Note: This is a simplified levelized-cost comparison. It does not include financing costs (discount rates, interest during construction), transmission buildout, curtailment, or the additional backup/storage required to make intermittent generation fully equivalent to firm generation.


Appendix 11C – Calculating Clean Energy Capacity Required to Replace Fossil Fuels in Canada (2024)

In 2024, Canada generated 142.4 TWh of electricity from fossil fuels. To estimate how much firm clean energy would be required to replace this generation (e.g., geothermal or nuclear), we can convert annual electricity output (TWh) into an equivalent average power requirement (MW), then adjust for capacity factor.

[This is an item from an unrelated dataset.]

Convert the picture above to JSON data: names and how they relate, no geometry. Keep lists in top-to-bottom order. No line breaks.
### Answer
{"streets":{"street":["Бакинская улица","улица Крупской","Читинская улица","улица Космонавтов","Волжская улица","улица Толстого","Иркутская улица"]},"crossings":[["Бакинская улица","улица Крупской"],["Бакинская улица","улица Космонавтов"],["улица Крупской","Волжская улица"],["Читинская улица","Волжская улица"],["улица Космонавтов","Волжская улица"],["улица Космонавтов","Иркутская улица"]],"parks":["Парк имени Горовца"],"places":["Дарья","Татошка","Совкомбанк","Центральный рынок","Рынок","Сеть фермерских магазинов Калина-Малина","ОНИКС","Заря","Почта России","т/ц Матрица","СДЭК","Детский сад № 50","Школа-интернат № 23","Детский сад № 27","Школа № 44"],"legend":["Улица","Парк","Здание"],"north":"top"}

  • Total electricity generated by fossil fuels (2024): 142.4 TWh/year (Natural gas — 110 TWh, Coal — 25.1 TWh, Other fossil — 7.3 TWh) Source: Ember Energy — Electricity Data Explorer (Canada, 2024) https://ember-energy.org/data/electricity-data-explorer/?entity=Canada&chart=single_year&tab=main

  • Equivalent average power requirement (100% capacity factor): 142.4 TWh = 142,400,000 MWh 142,400,000 MWh ÷ (24 × 365) = 16,255.71 MW

  • Installed capacity required at 92% capacity factor (geothermal / nuclear): 16,255.71 MW ÷ 0.92 = 17,669.25 MW

  • Planning allowance (future demand + reliability margin): Rounded estimate = 18,000 MW (18 GW)

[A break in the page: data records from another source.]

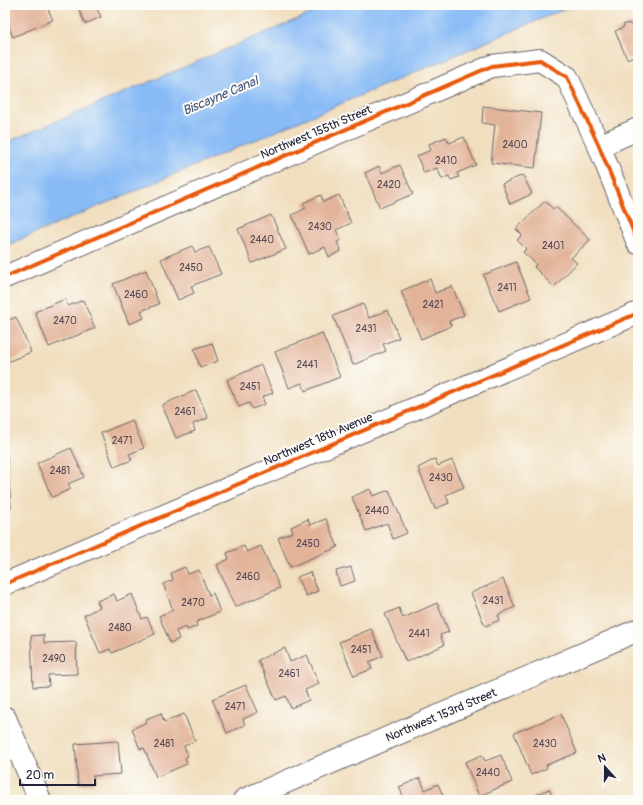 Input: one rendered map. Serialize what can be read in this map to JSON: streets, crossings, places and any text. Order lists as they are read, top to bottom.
{
  "streets": {
    "street": ["Northwest 155th Street", "Northwest 18th Avenue", "Northwest 153rd Street"]
  },
  "water": ["Biscayne Canal"],
  "house_numbers": [
    "2400",
    "2410",
    "2420",
    "2430",
    "2440",
    "2401",
    "2450",
    "2411",
    "2460",
    "2421",
    "2470",
    "2431",
    "2441",
    "2451",
    "2461",
    "2471",
    "2481",
    "2430",
    "2440",
    "2450",
    "2460",
    "2431",
    "2470",
    "2480",
    "2441",
    "2451",
    "2490",
    "2461",
    "2471",
    "2481",
    "2430",
    "2440"
  ],
  "scale_bar": "20 m",
  "north": "top"
}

Appendix 11D – Capital and Operating Cost Assumptions for Clean Baseload Power

This appendix documents how capital cost assumptions for geothermal power and Small Modular Reactors (SMRs) were derived for Chapter 10, including source data, scope, and currency conversion. All costs are expressed in Canadian dollars per gigawatt of nameplate capacity (after conversion from USD), consistent with the plan’s total build target of 18 GW nameplate.

Scope and capacity basis

  • Firm power required: ~16.3 GW
  • Average capacity factor assumed: ~92 percent
  • Total nameplate capacity built: ~18 GW

Because nameplate capacity has already been sized to account for capacity factor, no additional capacity-factor adjustment is applied to capital costs.

Geothermal capital cost (~$8.83 billion per GW)

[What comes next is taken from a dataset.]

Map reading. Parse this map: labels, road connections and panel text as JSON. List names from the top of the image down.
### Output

The U.S. Energy Information Administration (EIA) reports overnight geothermal plant costs of approximately:

  • $3,097 USD per kW (overnight geothermal plant costs)

However, overnight costs exclude exploration, confirmation drilling, dry-hole risk, and system-level development. Studies that account for fully developed geothermal systems typically place costs in the range of US$5,000–6,500 per kW. To remain conservative and to reflect early-stage development and drilling risk, this analysis adopts the upper end of that range.

For planning purposes, this analysis adopts a conservative system-level cost of:

  • US$6,500 per kW

Converted at a representative exchange rate of 1 USD ≈ 1.36 CAD:

  • ~$8.83 billion CAD per GW nameplate

SMR capital cost (~$14.63 billion per GW)

The U.S. Energy Information Administration (EIA) reports overnight capital costs for advanced nuclear reactors, including Small Modular Reactor designs, of approximately:

  • $9,314 USD per kW (overnight SMR nuclear plant costs)

Published cost estimates for early-fleet SMRs generally fall in the range of $9,000–13,500 USD per kW, reflecting first-of-a-kind construction, regulatory risk, and limited standardization.

This analysis uses a conservative early-fleet average of: $10,500 USD per kW

Converted to Canadian dollars: ~$14.63 billion CAD per GW nameplate

Capital Cost Assumptions

The plan assumes a 50/50 split between geothermal and SMR capacity.

  • Geothermal capital cost: ~$8.83 billion per GW
  • SMR capital cost: ~$14.63 billion per GW

The average capital cost per gigawatt is calculated as the midpoint of these two technologies:

  • Average capital cost: (8.83 + 14.63) ÷ 2 ≈ $11.73 billion per GW

Applied to 18 gigawatts of total capacity:

  • Total capital investment: 18 GW × $11.73 billion per GW ≯ $211.14 billion

These figures reflect system-level capital costs and do not assume cost reductions from learning curves, fleet deployment, or financing reforms discussed elsewhere in this chapter.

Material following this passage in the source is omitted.